The Maori Party's five 2008 MPs, (from left) Hone Harawira, Rahui Katene, Pita Sharples, Tariana Turia and Te Ururoa Flavell.

Opinion
The two rival groups won't merge, but there is still a way they can have the best of both worlds in Parliament

When the celebrated American author Samuel Clemens (Mark Twain) wrote in the New York Journal in 1897, "The report of my death is an exaggeration", he could well have been speaking also of 2013 predictions of the impending demise of the Maori Party.

As Clemens went on to greater literary fame and achievement, so will the Maori Party continue to play an even more influential role in the political life of Aotearoa. And that is more likely if more urban Maori like me switch to the Maori roll to vote for the Maori Party.

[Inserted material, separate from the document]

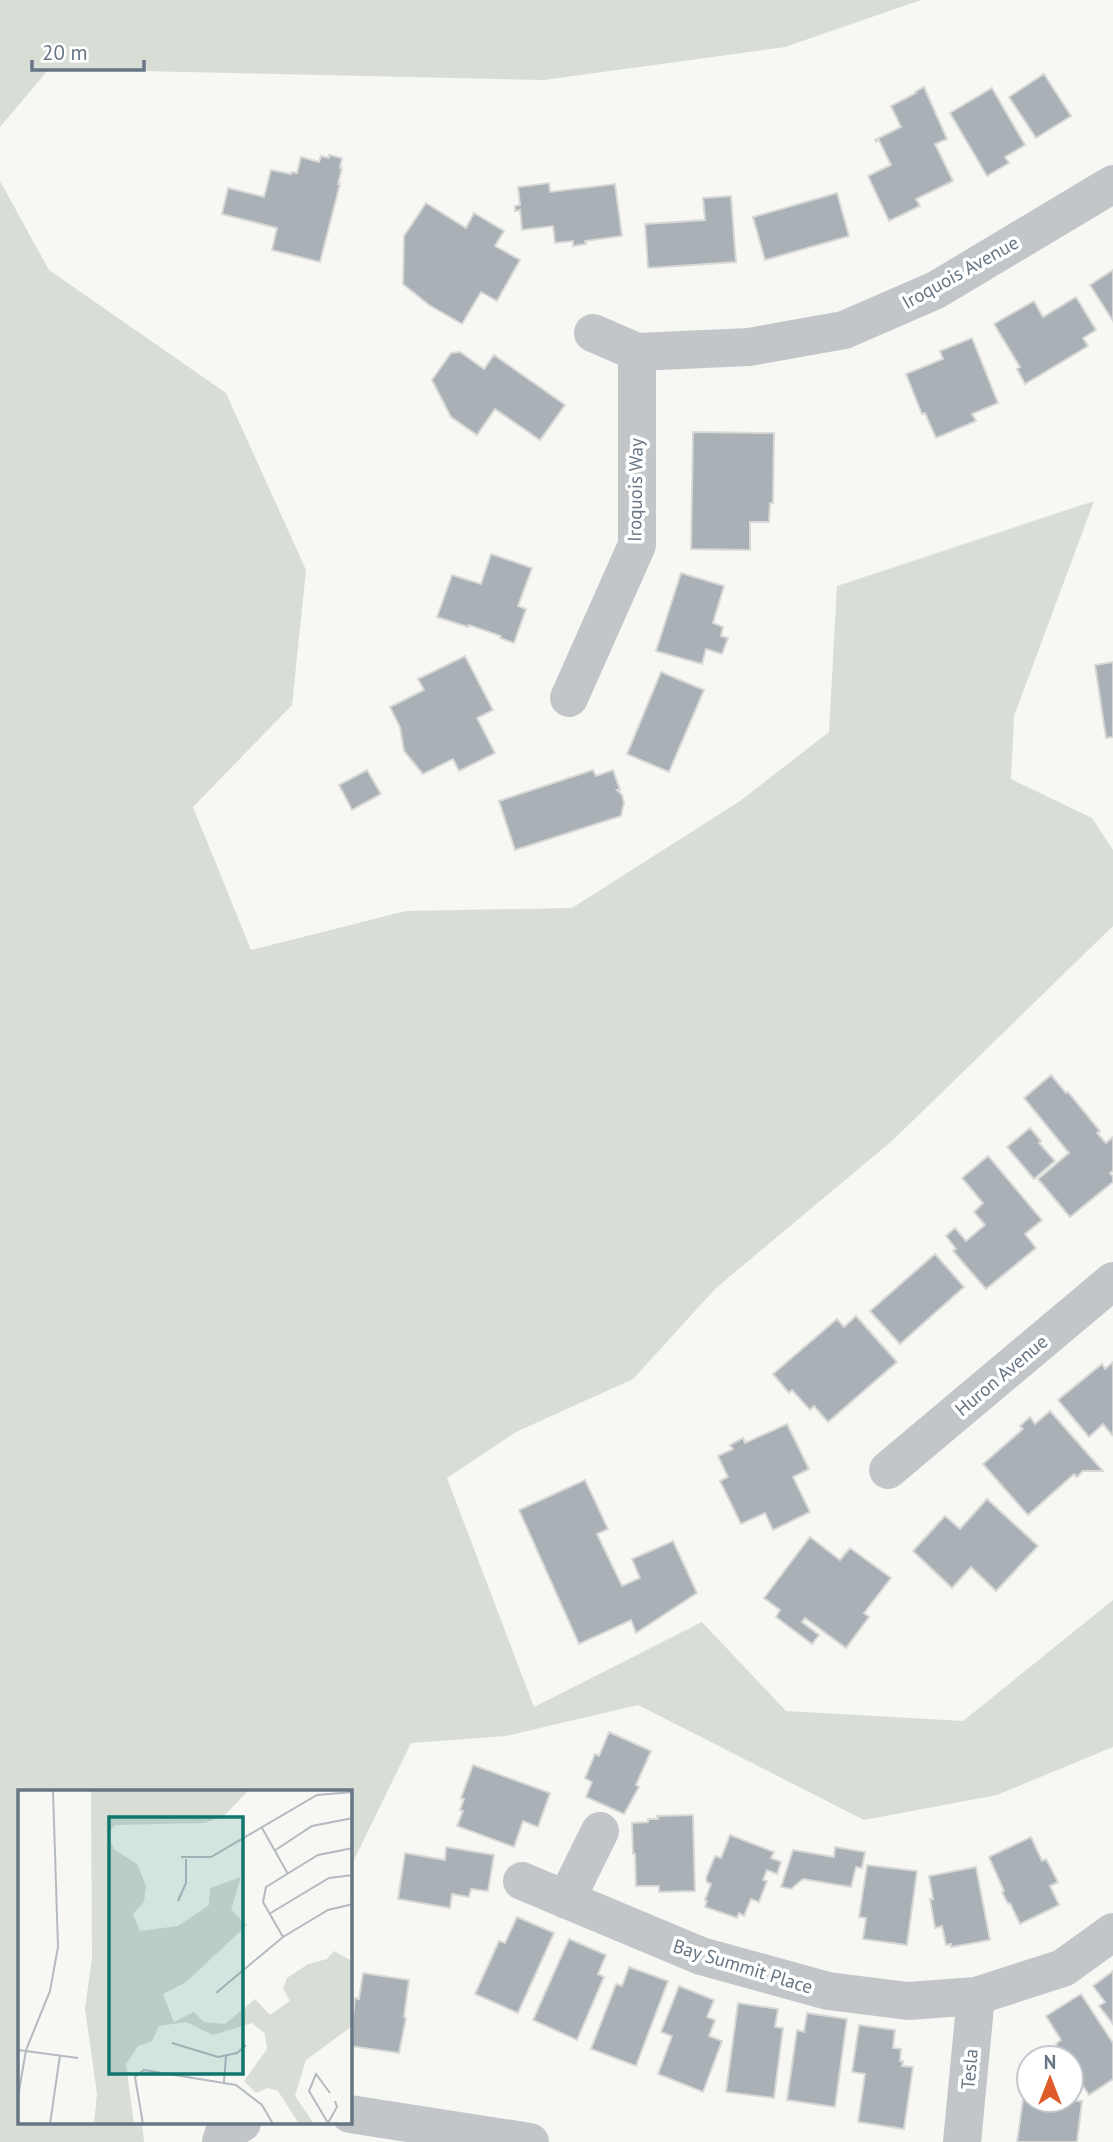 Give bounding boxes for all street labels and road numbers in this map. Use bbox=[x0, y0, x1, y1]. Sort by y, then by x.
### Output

I was one of a small group who, in 1994 after the conversion to MMP had been mandated the previous year, canvassed the possibility of forming a new political entity based on the earlier model of the Young Maori Party, led by Apirana Ngata, Maui Pomare and Te Rangi Hiroa (Peter Buck) early last century.

It was a step too far and too early in those hesitant, pre-MMP days, when even the two main parties, National and Labour, were still struggling to grasp the new realities that would flow from the end of the first-past-the-post election system.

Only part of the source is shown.